DATA FOR ANALYSIS:
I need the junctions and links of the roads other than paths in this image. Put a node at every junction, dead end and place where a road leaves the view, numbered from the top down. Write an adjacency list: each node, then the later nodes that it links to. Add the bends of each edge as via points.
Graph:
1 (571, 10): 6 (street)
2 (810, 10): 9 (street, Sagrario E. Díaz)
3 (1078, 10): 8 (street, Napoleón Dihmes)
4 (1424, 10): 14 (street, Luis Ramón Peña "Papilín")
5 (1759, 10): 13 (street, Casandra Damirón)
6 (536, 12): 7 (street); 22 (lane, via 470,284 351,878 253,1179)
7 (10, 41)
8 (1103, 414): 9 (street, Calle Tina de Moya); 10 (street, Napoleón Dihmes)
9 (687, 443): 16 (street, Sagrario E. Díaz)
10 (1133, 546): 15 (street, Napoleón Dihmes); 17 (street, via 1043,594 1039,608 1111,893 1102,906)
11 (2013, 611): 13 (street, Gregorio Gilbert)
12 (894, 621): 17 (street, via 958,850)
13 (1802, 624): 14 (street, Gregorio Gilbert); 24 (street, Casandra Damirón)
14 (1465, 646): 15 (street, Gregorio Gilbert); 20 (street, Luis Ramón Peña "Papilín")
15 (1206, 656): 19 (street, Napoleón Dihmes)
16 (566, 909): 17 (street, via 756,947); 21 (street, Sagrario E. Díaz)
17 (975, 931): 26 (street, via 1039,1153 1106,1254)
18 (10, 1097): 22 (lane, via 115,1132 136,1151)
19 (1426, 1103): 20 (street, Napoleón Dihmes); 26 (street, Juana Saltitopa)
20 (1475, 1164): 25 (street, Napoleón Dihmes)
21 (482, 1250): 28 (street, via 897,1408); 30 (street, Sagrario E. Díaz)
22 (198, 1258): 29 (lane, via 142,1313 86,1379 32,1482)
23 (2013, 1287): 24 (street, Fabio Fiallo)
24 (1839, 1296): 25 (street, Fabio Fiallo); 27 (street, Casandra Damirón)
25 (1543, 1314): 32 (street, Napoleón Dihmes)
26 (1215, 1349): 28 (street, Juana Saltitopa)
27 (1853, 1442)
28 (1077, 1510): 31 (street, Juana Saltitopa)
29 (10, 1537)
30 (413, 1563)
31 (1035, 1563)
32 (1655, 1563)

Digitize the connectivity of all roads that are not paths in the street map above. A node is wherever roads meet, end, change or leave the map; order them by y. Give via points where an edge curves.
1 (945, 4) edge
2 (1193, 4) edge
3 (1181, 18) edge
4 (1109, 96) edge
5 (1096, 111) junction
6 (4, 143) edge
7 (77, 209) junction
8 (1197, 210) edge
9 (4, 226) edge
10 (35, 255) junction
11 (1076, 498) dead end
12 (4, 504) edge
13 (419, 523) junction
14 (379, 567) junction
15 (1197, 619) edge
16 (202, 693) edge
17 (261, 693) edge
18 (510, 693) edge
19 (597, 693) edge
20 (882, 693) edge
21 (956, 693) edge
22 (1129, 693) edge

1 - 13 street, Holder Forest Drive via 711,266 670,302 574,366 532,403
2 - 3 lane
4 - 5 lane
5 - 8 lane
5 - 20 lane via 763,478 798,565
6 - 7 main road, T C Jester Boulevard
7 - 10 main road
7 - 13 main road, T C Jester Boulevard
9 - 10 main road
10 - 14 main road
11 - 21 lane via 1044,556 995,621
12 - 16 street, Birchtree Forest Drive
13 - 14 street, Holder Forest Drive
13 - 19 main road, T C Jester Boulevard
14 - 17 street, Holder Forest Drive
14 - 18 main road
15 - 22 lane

REQUIRED WORK: Write out the material above exactly and in full.

RESPONSE TO THE TASK:
I need the junctions and links of the roads other than paths in this image. Put a node at every junction, dead end and place where a road leaves the view, numbered from the top down. Write an adjacency list: each node, then the later nodes that it links to. Add the bends of each edge as via points.
Graph:
1 (571, 10): 6 (street)
2 (810, 10): 9 (street, Sagrario E. Díaz)
3 (1078, 10): 8 (street, Napoleón Dihmes)
4 (1424, 10): 14 (street, Luis Ramón Peña "Papilín")
5 (1759, 10): 13 (street, Casandra Damirón)
6 (536, 12): 7 (street); 22 (lane, via 470,284 351,878 253,1179)
7 (10, 41)
8 (1103, 414): 9 (street, Calle Tina de Moya); 10 (street, Napoleón Dihmes)
9 (687, 443): 16 (street, Sagrario E. Díaz)
10 (1133, 546): 15 (street, Napoleón Dihmes); 17 (street, via 1043,594 1039,608 1111,893 1102,906)
11 (2013, 611): 13 (street, Gregorio Gilbert)
12 (894, 621): 17 (street, via 958,850)
13 (1802, 624): 14 (street, Gregorio Gilbert); 24 (street, Casandra Damirón)
14 (1465, 646): 15 (street, Gregorio Gilbert); 20 (street, Luis Ramón Peña "Papilín")
15 (1206, 656): 19 (street, Napoleón Dihmes)
16 (566, 909): 17 (street, via 756,947); 21 (street, Sagrario E. Díaz)
17 (975, 931): 26 (street, via 1039,1153 1106,1254)
18 (10, 1097): 22 (lane, via 115,1132 136,1151)
19 (1426, 1103): 20 (street, Napoleón Dihmes); 26 (street, Juana Saltitopa)
20 (1475, 1164): 25 (street, Napoleón Dihmes)
21 (482, 1250): 28 (street, via 897,1408); 30 (street, Sagrario E. Díaz)
22 (198, 1258): 29 (lane, via 142,1313 86,1379 32,1482)
23 (2013, 1287): 24 (street, Fabio Fiallo)
24 (1839, 1296): 25 (street, Fabio Fiallo); 27 (street, Casandra Damirón)
25 (1543, 1314): 32 (street, Napoleón Dihmes)
26 (1215, 1349): 28 (street, Juana Saltitopa)
27 (1853, 1442)
28 (1077, 1510): 31 (street, Juana Saltitopa)
29 (10, 1537)
30 (413, 1563)
31 (1035, 1563)
32 (1655, 1563)

Digitize the connectivity of all roads that are not paths in the street map above. A node is wherever roads meet, end, change or leave the map; order them by y. Give via points where an edge curves.
1 (945, 4) edge
2 (1193, 4) edge
3 (1181, 18) edge
4 (1109, 96) edge
5 (1096, 111) junction
6 (4, 143) edge
7 (77, 209) junction
8 (1197, 210) edge
9 (4, 226) edge
10 (35, 255) junction
11 (1076, 498) dead end
12 (4, 504) edge
13 (419, 523) junction
14 (379, 567) junction
15 (1197, 619) edge
16 (202, 693) edge
17 (261, 693) edge
18 (510, 693) edge
19 (597, 693) edge
20 (882, 693) edge
21 (956, 693) edge
22 (1129, 693) edge

1 - 13 street, Holder Forest Drive via 711,266 670,302 574,366 532,403
2 - 3 lane
4 - 5 lane
5 - 8 lane
5 - 20 lane via 763,478 798,565
6 - 7 main road, T C Jester Boulevard
7 - 10 main road
7 - 13 main road, T C Jester Boulevard
9 - 10 main road
10 - 14 main road
11 - 21 lane via 1044,556 995,621
12 - 16 street, Birchtree Forest Drive
13 - 14 street, Holder Forest Drive
13 - 19 main road, T C Jester Boulevard
14 - 17 street, Holder Forest Drive
14 - 18 main road
15 - 22 lane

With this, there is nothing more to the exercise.